TO DO » An exact, complete copy of the entries below is required, minus any pictures.

DATA FOR REVIEW »
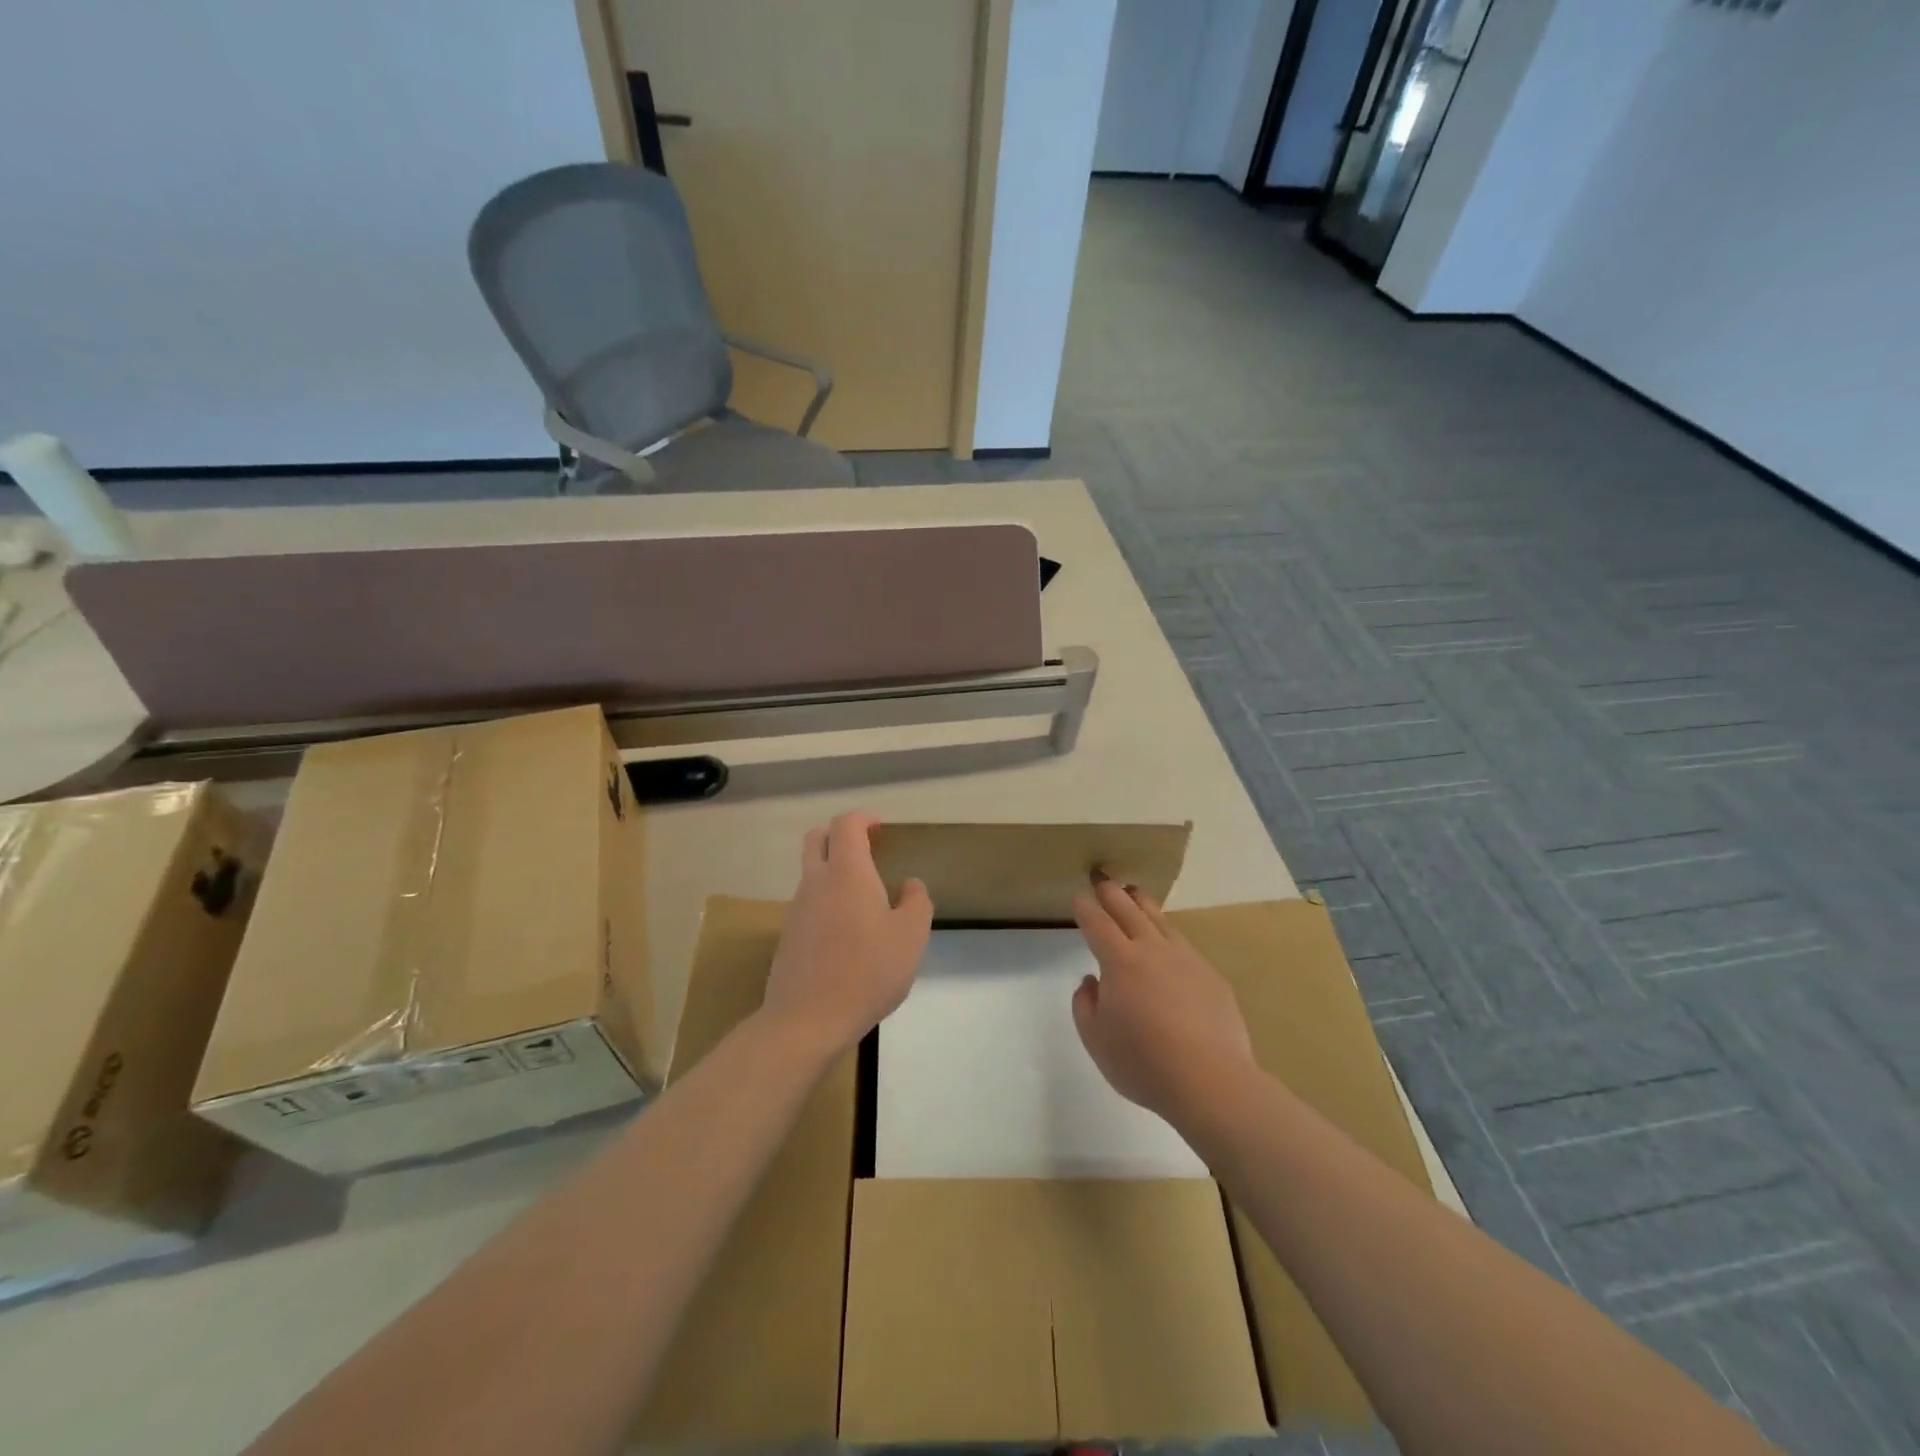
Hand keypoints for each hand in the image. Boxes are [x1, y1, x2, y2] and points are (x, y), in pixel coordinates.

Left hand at [760, 812, 933, 1057]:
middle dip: (840, 836)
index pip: (846, 824)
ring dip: (834, 873)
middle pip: (817, 839)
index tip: (881, 829)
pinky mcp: (788, 937)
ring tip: (865, 903)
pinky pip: (808, 905)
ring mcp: (797, 909)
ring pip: (812, 874)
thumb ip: (916, 902)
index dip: (864, 819)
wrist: (807, 1020)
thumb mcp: (911, 937)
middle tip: (867, 852)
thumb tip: (910, 885)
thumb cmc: (867, 972)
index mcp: (847, 872)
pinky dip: (826, 904)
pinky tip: (848, 936)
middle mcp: (816, 882)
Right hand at [1070, 875, 1256, 1126]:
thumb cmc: (1143, 1063)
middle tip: (1102, 878)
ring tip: (1135, 893)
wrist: (1211, 1081)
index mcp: (1120, 961)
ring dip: (1143, 903)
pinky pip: (1183, 945)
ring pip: (1160, 920)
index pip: (1097, 923)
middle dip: (1111, 892)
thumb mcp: (1096, 1040)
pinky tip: (1168, 943)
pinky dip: (1168, 935)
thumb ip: (1085, 1005)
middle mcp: (1153, 950)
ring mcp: (1186, 959)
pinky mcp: (1211, 976)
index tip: (1079, 897)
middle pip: (1128, 910)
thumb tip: (1091, 982)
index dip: (1085, 907)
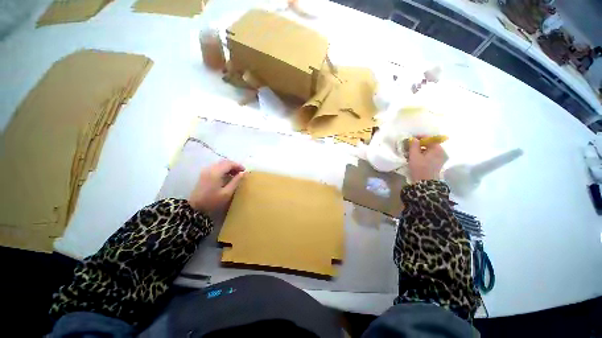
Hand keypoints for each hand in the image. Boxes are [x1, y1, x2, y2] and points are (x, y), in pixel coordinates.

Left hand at [188, 160, 245, 213]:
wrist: (195, 208)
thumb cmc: (212, 201)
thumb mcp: (227, 193)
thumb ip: (236, 181)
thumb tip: (243, 173)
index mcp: (216, 172)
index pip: (229, 163)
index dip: (238, 165)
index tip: (245, 171)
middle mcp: (210, 169)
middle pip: (224, 162)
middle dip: (234, 165)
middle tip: (241, 172)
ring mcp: (206, 171)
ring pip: (220, 164)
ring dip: (229, 167)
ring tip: (235, 174)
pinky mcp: (204, 174)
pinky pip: (216, 167)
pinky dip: (223, 169)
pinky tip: (227, 176)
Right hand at [408, 138, 447, 181]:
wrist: (425, 183)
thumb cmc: (420, 167)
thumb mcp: (414, 155)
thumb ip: (413, 145)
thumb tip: (413, 138)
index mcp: (437, 148)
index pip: (428, 138)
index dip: (419, 137)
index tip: (410, 139)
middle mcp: (441, 152)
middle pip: (429, 144)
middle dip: (419, 144)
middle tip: (409, 146)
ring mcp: (440, 158)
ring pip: (428, 150)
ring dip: (420, 150)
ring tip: (411, 152)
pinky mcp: (436, 163)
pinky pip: (429, 155)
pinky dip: (422, 154)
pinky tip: (415, 157)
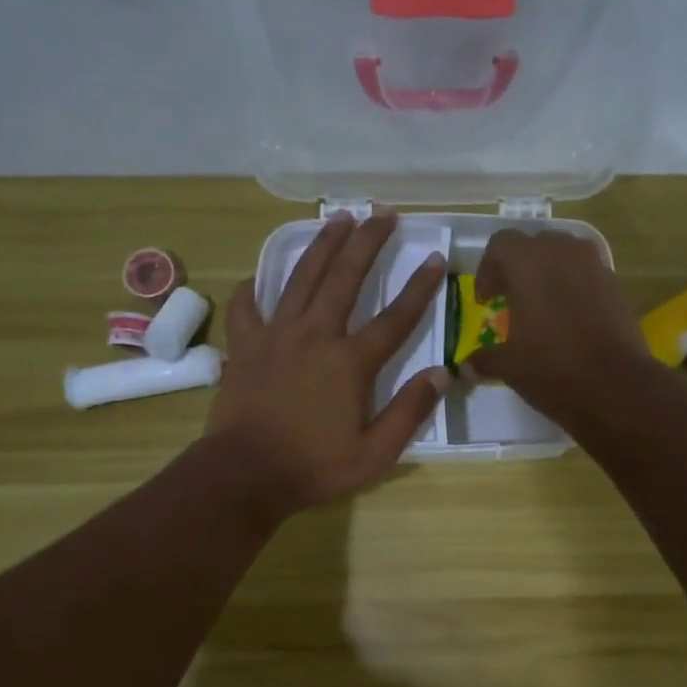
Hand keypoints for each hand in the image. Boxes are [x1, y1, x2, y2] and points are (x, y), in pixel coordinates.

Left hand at [208, 209, 447, 514]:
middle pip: (346, 278)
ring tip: (337, 218)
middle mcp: (316, 335)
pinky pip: (247, 307)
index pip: (395, 318)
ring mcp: (276, 335)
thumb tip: (441, 374)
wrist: (246, 473)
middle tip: (383, 213)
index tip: (435, 258)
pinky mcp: (245, 345)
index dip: (419, 287)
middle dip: (368, 242)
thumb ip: (410, 412)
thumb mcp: (375, 453)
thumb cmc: (314, 467)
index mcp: (351, 362)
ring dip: (322, 245)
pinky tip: (259, 278)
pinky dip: (253, 289)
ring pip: (301, 278)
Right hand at [463, 228, 658, 427]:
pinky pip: (586, 273)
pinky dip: (573, 286)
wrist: (615, 385)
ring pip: (563, 254)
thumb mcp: (509, 366)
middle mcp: (561, 251)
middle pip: (533, 244)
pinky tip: (569, 317)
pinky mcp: (615, 283)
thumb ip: (484, 359)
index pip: (500, 244)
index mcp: (527, 262)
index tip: (486, 300)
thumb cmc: (551, 368)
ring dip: (548, 273)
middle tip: (511, 299)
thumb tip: (466, 366)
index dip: (487, 270)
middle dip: (518, 267)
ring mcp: (593, 265)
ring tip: (541, 306)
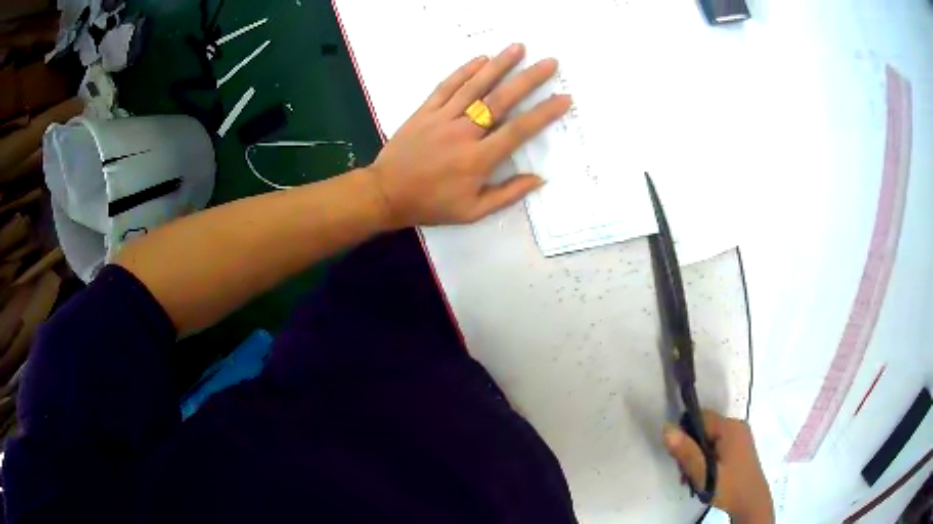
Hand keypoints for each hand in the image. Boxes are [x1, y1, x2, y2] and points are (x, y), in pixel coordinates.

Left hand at [366, 43, 571, 228]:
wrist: (386, 193)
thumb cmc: (431, 204)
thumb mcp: (473, 211)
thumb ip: (507, 194)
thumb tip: (539, 179)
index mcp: (478, 159)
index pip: (518, 131)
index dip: (544, 113)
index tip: (563, 98)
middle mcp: (463, 133)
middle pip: (501, 100)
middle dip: (528, 79)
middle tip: (549, 62)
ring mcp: (442, 118)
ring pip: (475, 86)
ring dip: (499, 65)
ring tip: (519, 47)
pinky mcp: (425, 111)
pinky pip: (447, 86)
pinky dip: (464, 71)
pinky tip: (481, 59)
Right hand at [663, 411, 774, 523]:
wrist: (751, 502)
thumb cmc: (728, 487)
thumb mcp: (703, 473)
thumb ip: (686, 451)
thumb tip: (666, 427)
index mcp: (730, 427)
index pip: (700, 417)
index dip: (685, 435)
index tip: (680, 459)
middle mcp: (737, 426)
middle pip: (704, 429)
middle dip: (691, 451)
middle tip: (685, 474)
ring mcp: (740, 436)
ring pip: (709, 440)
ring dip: (697, 458)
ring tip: (693, 480)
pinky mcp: (740, 447)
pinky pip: (717, 446)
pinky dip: (707, 459)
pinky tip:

TASK RESPONSE »
Hand keypoints for each hand in the image. Boxes are [x1, y1, x2, y2] and points are (x, y), in pixel coordinates.

Left hand at [760, 812, 933, 1057]:
middle dip: (840, 836)
index pip: (846, 824)
ring dip: (834, 873)
middle pip: (817, 839)
index tip: (881, 829)
pinky mcp: (788, 937)
ring tip: (865, 903)
pinky pip: (808, 905)
ring mcp: (797, 909)
ring pip: (812, 874)
thumb ip: (916, 902)
index dip: (864, 819)
wrist: (807, 1020)
thumb mcp: (911, 937)
middle tip: (867, 852)
thumb tip: (910, 885)
thumb cmc: (867, 972)
index mcp: (847, 872)
pinky dip: (826, 904)
pinky tip: (848, 936)
middle mcp: (816, 882)
Right hand at [1070, 875, 1256, 1126]:
thumb cmc: (1143, 1063)
middle tip: (1102, 878)
ring tip: (1135, 893)
wrist: (1211, 1081)
index mcp: (1120, 961)
ring dip: (1143, 903)
pinky pip: (1183, 945)
ring pip: (1160, 920)
index pip: (1097, 923)
middle dip: (1111, 892)
thumb mcp: (1096, 1040)
pinky tip: (1168, 943)
pinky dip: (1168, 935)
thumb ip: (1085, 1005)
middle mcp: (1153, 950)
ring mcp: (1186, 959)
pinky mcp: (1211, 976)
index tip: (1079, 897)
middle pip: (1128, 910)
thumb tip: (1091, 982)
index dip: (1085, 907)
Hand keypoints for each hand in the image. Boxes are [x1, y1, x2, y2] and points are (x, y), in pixel coordinates.

Left hand at [188, 160, 245, 213]:
wrist: (195, 208)
thumb cmc: (212, 201)
thumb mcp: (227, 193)
thumb ip: (236, 181)
thumb tip: (243, 173)
index mcp: (216, 172)
index pip: (229, 163)
index dip: (238, 165)
index tip: (245, 171)
middle mcp: (210, 169)
middle pip: (224, 162)
middle dip: (234, 165)
middle tip: (241, 172)
ring mcp: (206, 171)
ring pip: (220, 164)
ring dip: (229, 167)
ring tip: (235, 174)
pinky mcp: (204, 174)
pinky pip: (216, 167)
pinky dip: (223, 169)
pinky tip: (227, 176)
Right hand at [408, 138, 447, 181]:
wrist: (425, 183)
thumb cmc: (420, 167)
thumb mcp: (414, 155)
thumb ip: (413, 145)
thumb tip: (413, 138)
index mcp: (437, 148)
index pip: (428, 138)
index dip: (419, 137)
index tip: (410, 139)
middle mcp: (441, 152)
middle pip: (429, 144)
middle dip: (419, 144)
middle tip: (409, 146)
ring mcp: (440, 158)
ring pip: (428, 150)
ring dip: (420, 150)
ring tip: (411, 152)
pinky mcp: (436, 163)
pinky pip: (429, 155)
pinky dip: (422, 154)
pinky tip: (415, 157)
Hand keypoints for each hand in the image. Boxes are [x1, y1, x2, y2] and points are (x, y), in pixel coordinates.

Left hand at [208, 209, 447, 514]:
middle pip: (346, 278)
ring tip: (337, 218)
middle mcp: (316, 335)
pinky pip: (247, 307)
index pip: (395, 318)
ring mcp: (276, 335)
thumb tip: (441, 374)
wrist: (246, 473)
middle tip: (383, 213)
index tip: (435, 258)
pinky mcp: (245, 345)
index dip: (419, 287)
middle dip: (368, 242)
thumb ip: (410, 412)
thumb mcp: (375, 453)
thumb cmc: (314, 467)
index mcp: (351, 362)
ring dip: (322, 245)
pinky tip: (259, 278)
pinky dip: (253, 289)
ring pip: (301, 278)
Right hand at [463, 228, 658, 427]:
pinky pip: (586, 273)
pinky dip: (573, 286)
wrist: (615, 385)
ring pip: (563, 254)
thumb mcp: (509, 366)
middle mcp: (561, 251)
middle pip: (533, 244)
pinky tip: (569, 317)
pinky mcp: (615, 283)
thumb ip: (484, 359)
index pip: (500, 244)
index mcp: (527, 262)
index tip: (486, 300)
thumb cmc: (551, 368)
ring dip: (548, 273)
middle tip: (511, 299)
thumb tip: (466, 366)
index dip: (487, 270)
middle dip: (518, 267)
ring mcp: (593, 265)
ring tip: (541, 306)
Hand keypoints for each hand in the image. Boxes are [x1, y1, x2, y2] and points are (x, y), in pixel coordinates.

Left hand at [366, 43, 571, 228]:
wrist: (386, 193)
thumb cmc: (431, 204)
thumb mcp: (473, 211)
thumb ip: (507, 194)
thumb tip: (539, 179)
index mcp: (478, 159)
index pip: (518, 131)
index dip: (544, 113)
index tip: (563, 98)
middle mcp: (463, 133)
middle pip: (501, 100)
middle dip: (528, 79)
middle tip: (549, 62)
ring mcp: (442, 118)
ring pip: (475, 86)
ring dip: (499, 65)
ring tip: (519, 47)
pinky mcp: (425, 111)
pinky pip: (447, 86)
pinky dip: (464, 71)
pinky tip: (481, 59)
Right hand at [663, 411, 774, 523]:
wrist: (751, 502)
thumb cmc: (728, 487)
thumb mcp: (703, 473)
thumb ip: (686, 451)
thumb tip: (666, 427)
index mcp: (730, 427)
index pip: (700, 417)
index dip: (685, 435)
index tip: (680, 459)
middle mcp: (737, 426)
middle pip: (704, 429)
middle dip: (691, 451)
middle tip: (685, 474)
ring mcp: (740, 436)
ring pip: (709, 440)
ring dip: (697, 458)
ring tip: (693, 480)
pinky mcp: (740, 447)
pinky pip: (717, 446)
pinky dip: (707, 459)
pinky tip:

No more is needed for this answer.